Dave Webster's Blog

Tinkering with Oracle

Archive for August, 2010

Concatenating strings from multiple rows and an insight into XML in the DB

Posted by anotherdavewebster on August 30, 2010

This little trick came my way courtesy of a colleague of mine named Matt Cobley. Over the years, I’ve frequently needed to produce a comma delimited list of strings from multiple rows of a query. This is easy enough if you know how many rows you have but if not, I always end up writing a little piece of PL/SQL containing a cursor which builds a string which I then output to dbms_output. All rather long winded and more than a little limiting. That was until Matt sent an eMail (on a subject I no longer recall) containing the little gem XMLAGG which works something like this:

SELECT RTRIM( XMLAGG( XMLELEMENT( any_old_name, table_name || ',' ) ORDER BY last_analyzed DESC ).EXTRACT( '//text()' )
            , ','
            )
  FROM dba_tables
 WHERE ROWNUM < 20 AND owner = 'SYS'

Now I don’t suppose for a minute that it’s cheap but it really is very easy and it provides us with a nice clean:
“CLU$,TAB$,IND$,COL$,UNDO$,USER$,TSQ$,FILE$,VIEWTRCOL$,TYPE_MISC$,SUBCOLTYPE$,REFCON$,OPQTYPE$,NTAB$,LOB$,LIBRARY$,ICOL$,COLTYPE$,ATTRCOL$”.
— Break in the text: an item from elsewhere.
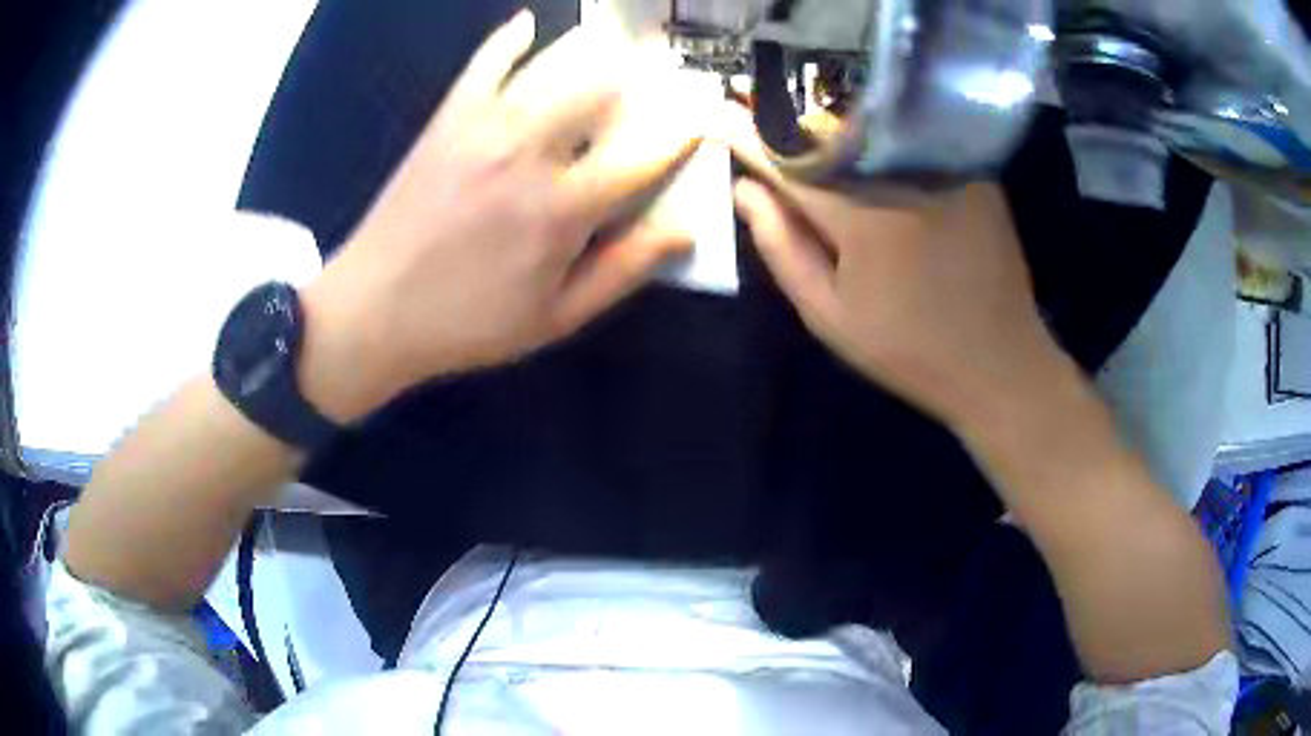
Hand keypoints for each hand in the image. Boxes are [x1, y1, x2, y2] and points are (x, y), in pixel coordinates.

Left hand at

I made a mental note at the time to have a dig around the XML stuff in Oracle as I’m sure there are lots of other treats in there. I sorry to say that I’ve not yet got started.

UPDATE: A couple of you have kindly pointed out that 11r2 contains LISTAGG, an extension to the wonderful analytics functionality, which does the same job in a more elegant way.

Advertisements

Posted in tips and tricks | Leave a Comment »

“What’s a bind variable?”

Posted by anotherdavewebster on August 26, 2010

It would be reasonable to assume that everything that could ever be written about bind variables has already been written. Certainly regarding the concept of them and why they are a good thing anyway. A little while back, I was digging around on a system which was suffering from very high parse rates. I did the normal stuff and took a look in v$sql:

SELECT   ( SELECT username
            FROM dba_users
           WHERE user_id = parsing_user_id ) username
       , parsing_user_id
       , SUBSTR( sql_text, 1, 30 )
       , COUNT( * )
       , MAX( TO_DATE( first_load_time, 'YYYY-MM-DD/HH24:MI:SS' ) )
       , MAX( last_active_time )
    FROM v$sql
GROUP BY parsing_user_id, SUBSTR( sql_text, 1, 30 )
  HAVING COUNT( * ) > 5
ORDER BY 4 DESC

Sure enough, I found a couple of statements with many thousands of variations, differing only by a handful of source table names and many different literal values. A quick look at the code confirmed that we had a piece of dynamic SQL (to manage a few different source tables) which concatenated a literal value into the SQL string. Something along the lines of:

execute immediate 'insert into table_a select * from ' || l_tab_name || ' where id = ' || l_id;

“Great stuff” I thought, I’ll go and find the developer who wrote that piece of code and ask him to switch to using a bind variable for the id but obviously retain the dynamic nature of the source table name. So I wrote him a quick eMail asking him to use a bind variable and the response rather surprised me. When I tell people the story, I ask them what they think the most worrying answer would be. To a man, they all go for “What’s a bind variable?”. That would indeed be a worrying response, but not unprecedented. The response I actually got was “I have”.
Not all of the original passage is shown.